RCNNConfig¶
- class lucid.models.RCNNConfig(backbone: lucid.nn.module.Module, feat_dim: int, num_classes: int, image_means: tuple[float, float, float] | list[float] = (0.485, 0.456, 0.406), pixel_scale: float = 1.0, warper_output_size: tuple[int, int] | list[int] = (224, 224), nms_iou_thresh: float = 0.3, score_thresh: float = 0.0, add_one: bool = True)¶
RCNNConfig stores the backbone, classifier width, input normalization, region
warping size, and post-processing thresholds used by
lucid.models.RCNN.
Class Signature¶
@dataclass
class RCNNConfig:
backbone: nn.Module
feat_dim: int
num_classes: int
image_means: tuple[float, float, float] | list[float] = (0.485, 0.456, 0.406)
pixel_scale: float = 1.0
warper_output_size: tuple[int, int] | list[int] = (224, 224)
nms_iou_thresh: float = 0.3
score_thresh: float = 0.0
add_one: bool = True
Parameters¶
backbone (nn.Module): Shared region feature extractor.
feat_dim (int): Flattened feature width emitted by the backbone.
num_classes (int): Number of classification logits predicted per region.
image_means: Per-channel image normalization means.
pixel_scale (float): Input pixel scaling factor applied before mean subtraction.
warper_output_size: Fixed crop resolution used by the region warper.
nms_iou_thresh (float): IoU threshold used during non-maximum suppression.
score_thresh (float): Minimum class probability kept during prediction.
add_one (bool): Whether bounding-box delta decoding uses the +1 width/height convention.
Validation¶
backbone must be an nn.Module.
feat_dim and num_classes must be greater than 0.
image_means must contain exactly three values.
pixel_scale must be greater than 0.
warper_output_size must contain exactly two positive integers.
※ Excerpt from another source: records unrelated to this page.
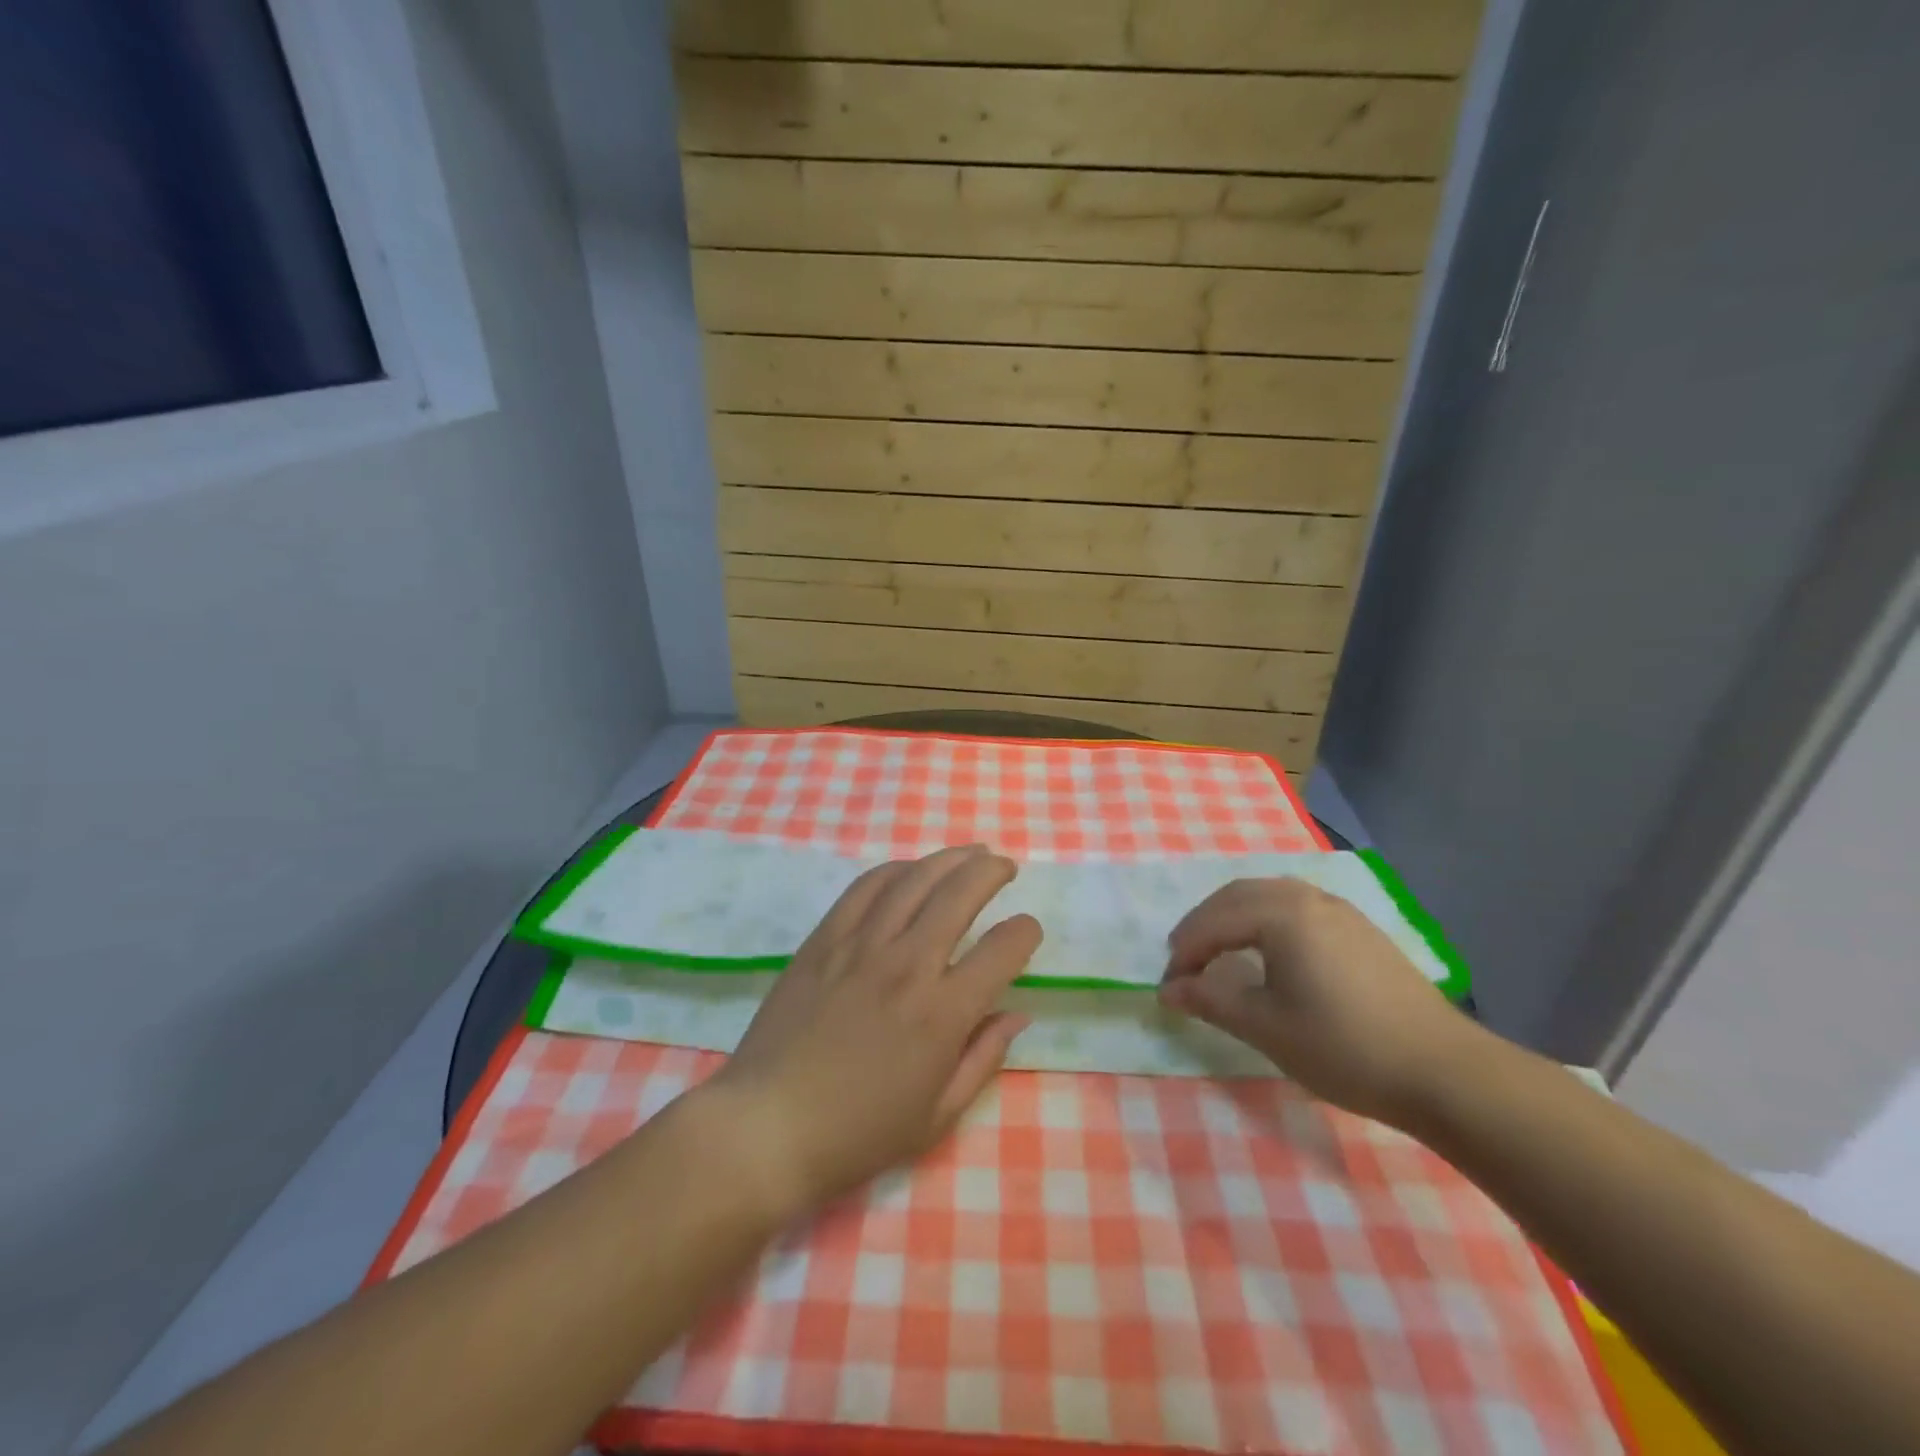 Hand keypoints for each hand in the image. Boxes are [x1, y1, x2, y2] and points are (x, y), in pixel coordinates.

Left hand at [703, 845, 1041, 1219]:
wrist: (767, 1126)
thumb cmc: (857, 1133)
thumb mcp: (937, 1115)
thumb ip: (984, 1058)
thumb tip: (1018, 1015)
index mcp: (942, 1014)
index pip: (1002, 949)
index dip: (1025, 932)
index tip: (1027, 932)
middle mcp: (907, 966)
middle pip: (960, 894)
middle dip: (991, 872)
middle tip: (1004, 867)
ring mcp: (861, 946)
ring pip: (914, 880)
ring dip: (948, 858)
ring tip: (969, 854)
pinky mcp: (824, 939)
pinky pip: (865, 888)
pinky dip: (895, 870)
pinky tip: (909, 870)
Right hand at [1159, 877, 1481, 1125]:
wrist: (1444, 1072)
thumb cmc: (1344, 1047)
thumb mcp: (1266, 1027)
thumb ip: (1210, 1000)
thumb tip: (1167, 989)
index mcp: (1282, 914)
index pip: (1214, 922)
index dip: (1185, 952)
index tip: (1168, 986)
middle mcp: (1308, 898)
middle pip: (1238, 896)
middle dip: (1204, 924)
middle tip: (1184, 959)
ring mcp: (1340, 910)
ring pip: (1269, 896)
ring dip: (1234, 917)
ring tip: (1218, 950)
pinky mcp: (1360, 929)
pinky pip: (1296, 906)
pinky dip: (1265, 919)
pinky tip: (1268, 950) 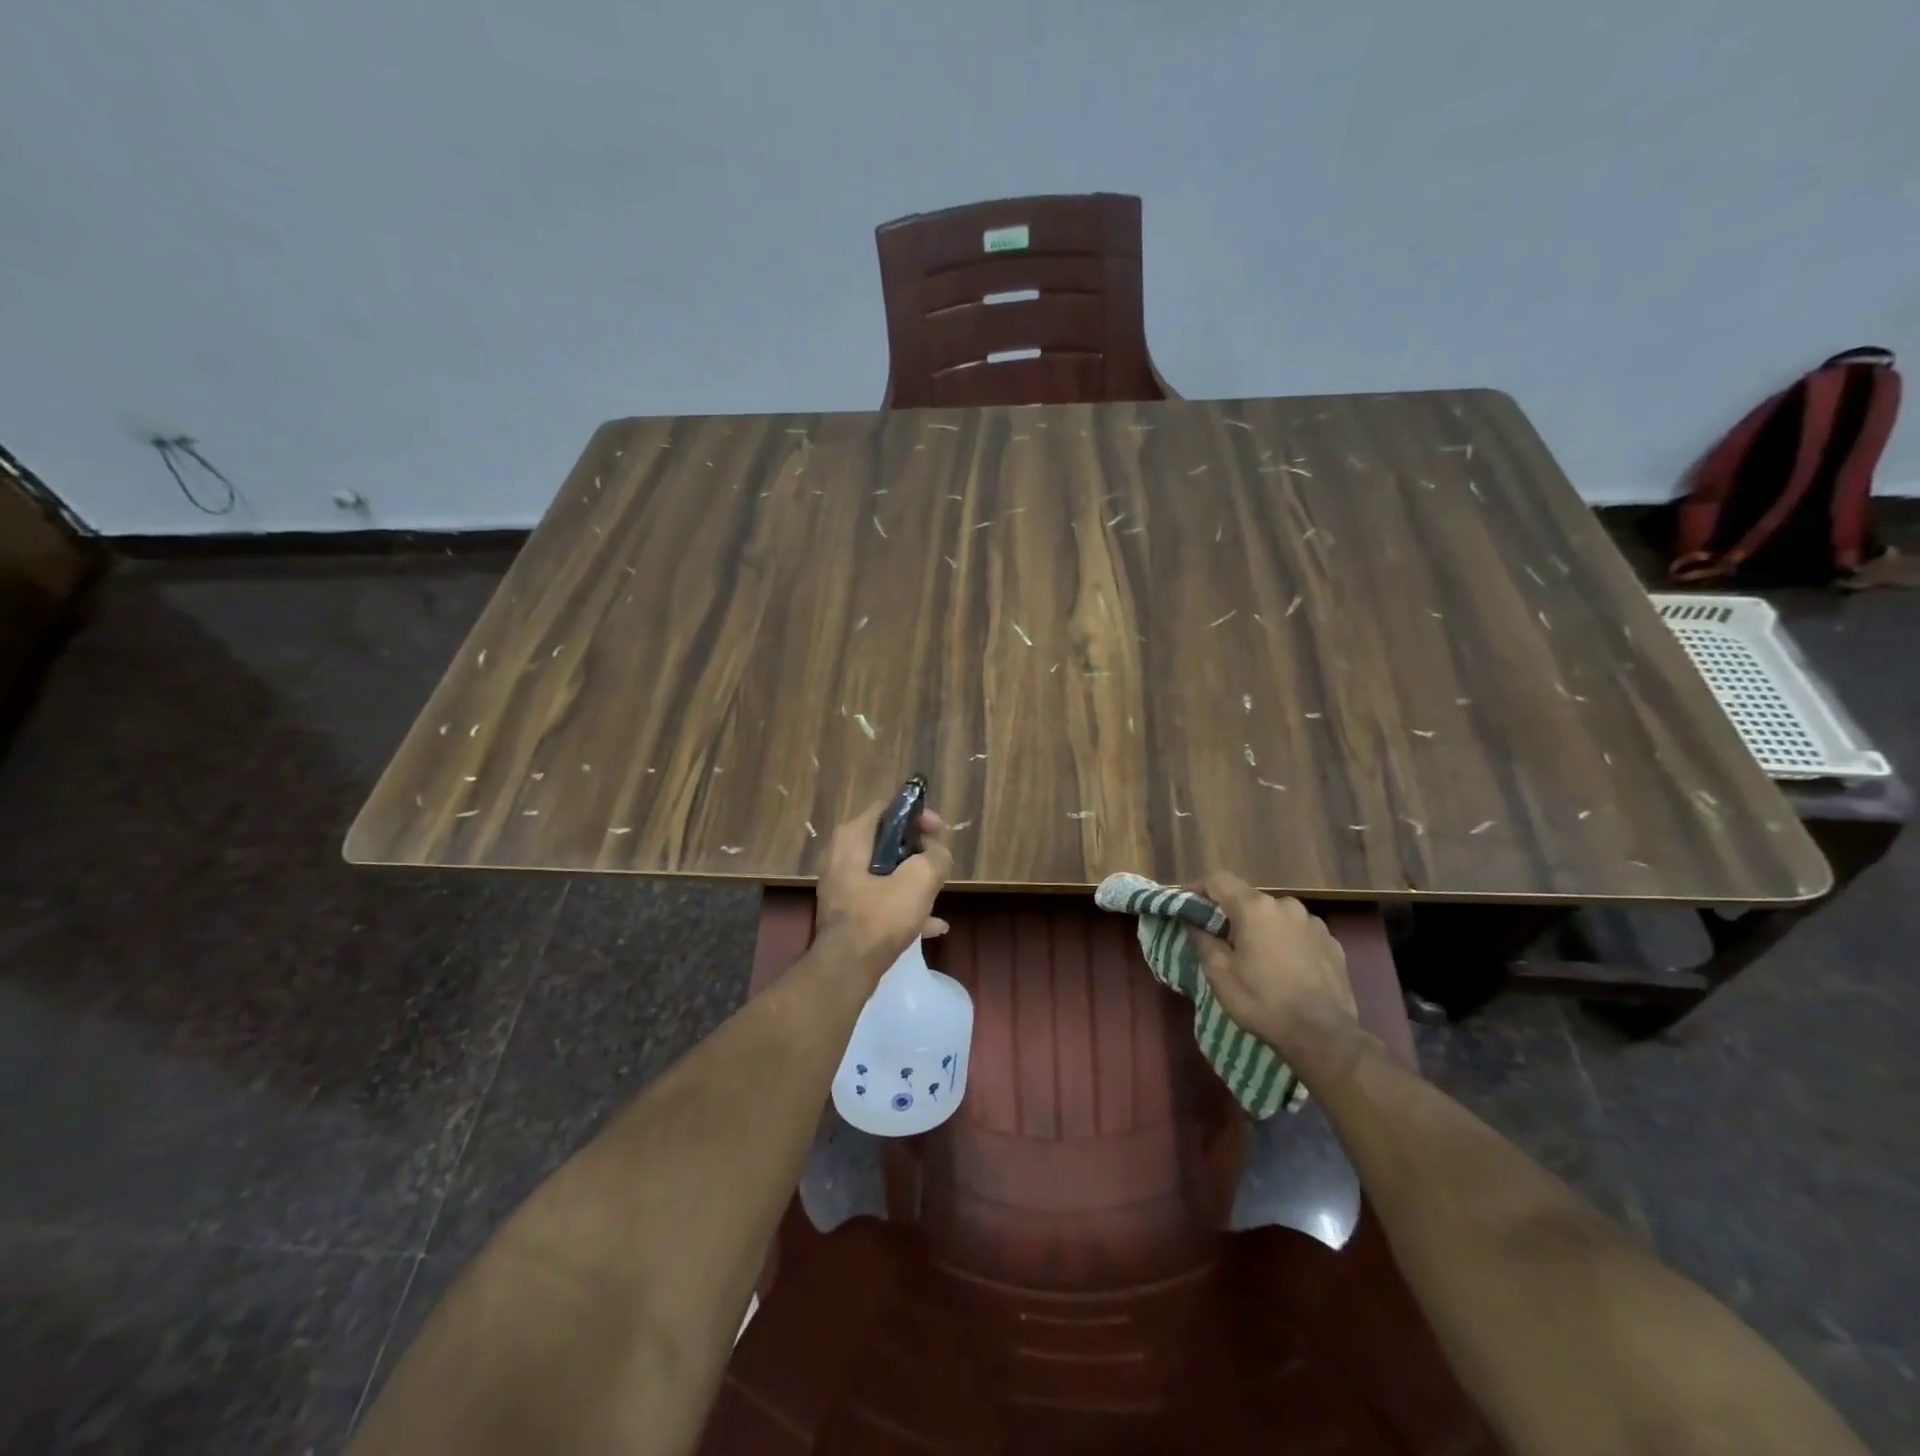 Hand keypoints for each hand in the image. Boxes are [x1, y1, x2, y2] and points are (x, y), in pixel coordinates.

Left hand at [814, 799, 954, 970]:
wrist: (847, 969)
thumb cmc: (881, 916)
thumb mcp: (920, 880)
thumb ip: (935, 857)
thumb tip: (937, 853)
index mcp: (852, 838)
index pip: (887, 808)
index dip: (917, 815)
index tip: (939, 832)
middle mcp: (840, 856)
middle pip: (887, 841)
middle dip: (918, 851)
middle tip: (939, 863)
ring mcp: (841, 885)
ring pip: (885, 872)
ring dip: (912, 880)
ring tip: (937, 893)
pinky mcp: (846, 911)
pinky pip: (879, 899)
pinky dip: (903, 905)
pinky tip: (932, 926)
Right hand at [1186, 872, 1357, 1052]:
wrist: (1324, 1036)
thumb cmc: (1263, 1001)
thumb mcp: (1220, 974)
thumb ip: (1202, 940)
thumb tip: (1193, 922)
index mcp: (1255, 908)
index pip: (1218, 880)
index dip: (1198, 888)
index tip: (1187, 905)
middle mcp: (1286, 905)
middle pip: (1249, 899)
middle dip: (1233, 915)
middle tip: (1222, 941)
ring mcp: (1313, 922)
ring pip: (1276, 916)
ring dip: (1262, 928)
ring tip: (1258, 958)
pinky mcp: (1333, 942)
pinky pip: (1299, 932)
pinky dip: (1287, 941)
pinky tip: (1286, 968) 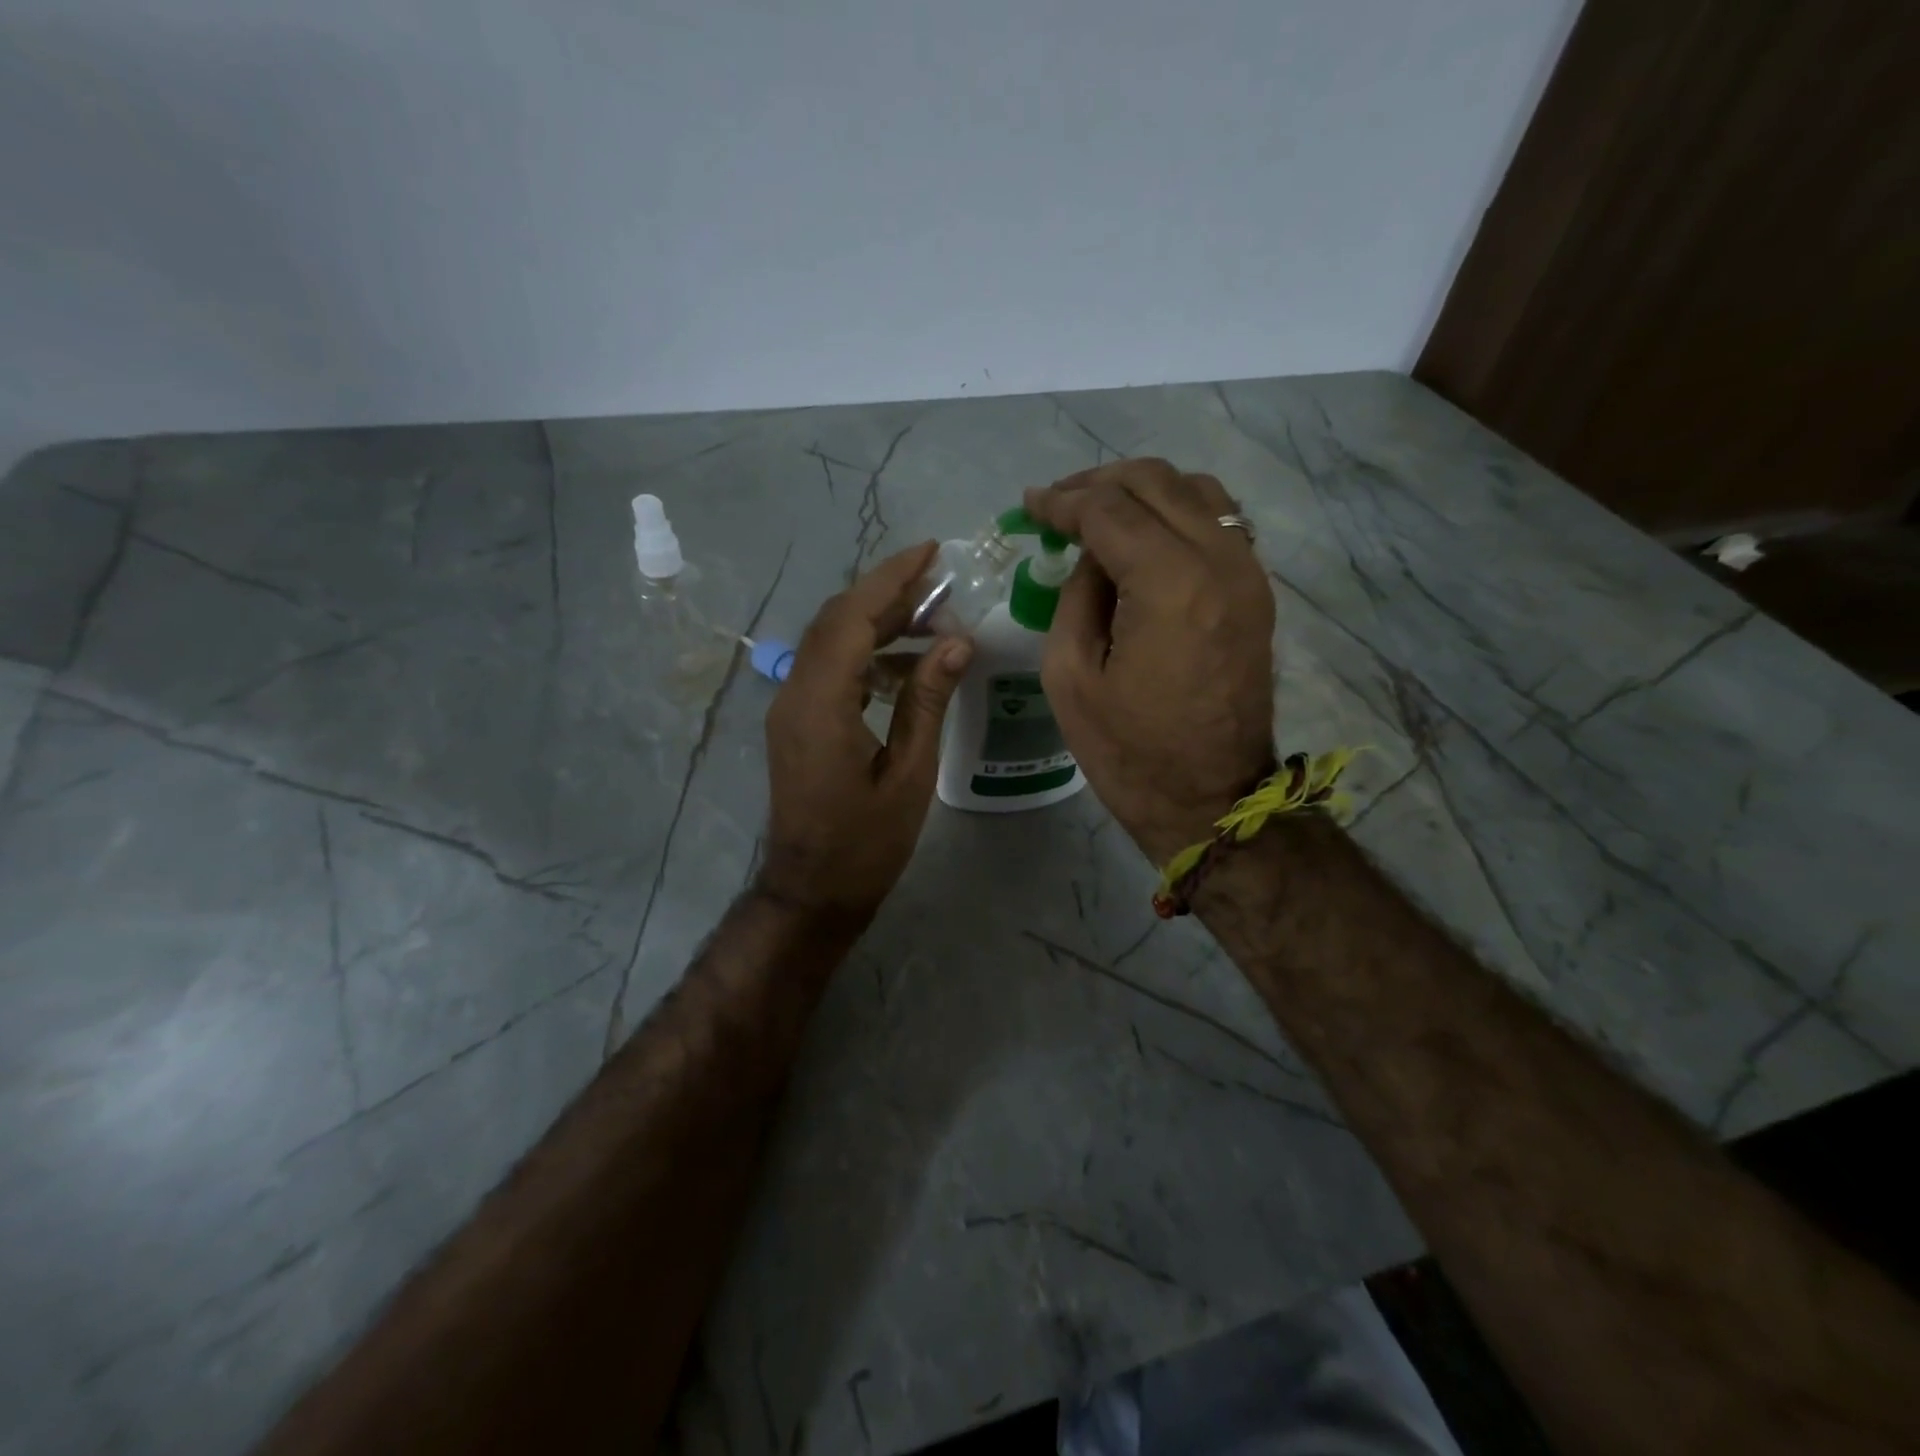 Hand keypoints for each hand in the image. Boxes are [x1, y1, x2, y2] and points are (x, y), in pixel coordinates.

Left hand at [758, 542, 973, 922]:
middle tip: (940, 581)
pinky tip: (906, 665)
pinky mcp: (797, 723)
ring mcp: (791, 708)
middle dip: (887, 593)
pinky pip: (830, 670)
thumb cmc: (865, 843)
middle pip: (838, 621)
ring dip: (878, 623)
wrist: (813, 891)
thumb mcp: (909, 773)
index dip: (891, 579)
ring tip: (933, 620)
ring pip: (832, 643)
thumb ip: (927, 701)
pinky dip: (867, 655)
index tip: (930, 551)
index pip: (853, 618)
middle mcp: (795, 694)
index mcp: (821, 703)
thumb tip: (956, 642)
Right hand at [1024, 460, 1275, 863]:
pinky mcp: (1257, 593)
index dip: (1062, 501)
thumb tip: (1092, 555)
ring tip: (1101, 512)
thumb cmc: (1129, 752)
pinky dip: (1178, 513)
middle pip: (1157, 482)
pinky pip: (1220, 523)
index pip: (1109, 510)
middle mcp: (1219, 562)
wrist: (1211, 801)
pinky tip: (1146, 536)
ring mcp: (1248, 574)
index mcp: (1169, 584)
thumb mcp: (1070, 676)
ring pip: (1197, 492)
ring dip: (1143, 491)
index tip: (1030, 506)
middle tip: (1058, 504)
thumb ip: (1076, 596)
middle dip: (1099, 483)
nms_iou_thresh must be in [0, 1].
Usage¶
import lucid.models as models
import lucid.nn as nn
backbone = nn.Sequential(
nn.Conv2d(3, 64, kernel_size=3, padding=1),
nn.ReLU(),
nn.AdaptiveAvgPool2d((1, 1)),
)
config = models.RCNNConfig(backbone=backbone, feat_dim=64, num_classes=3)
model = models.RCNN(config)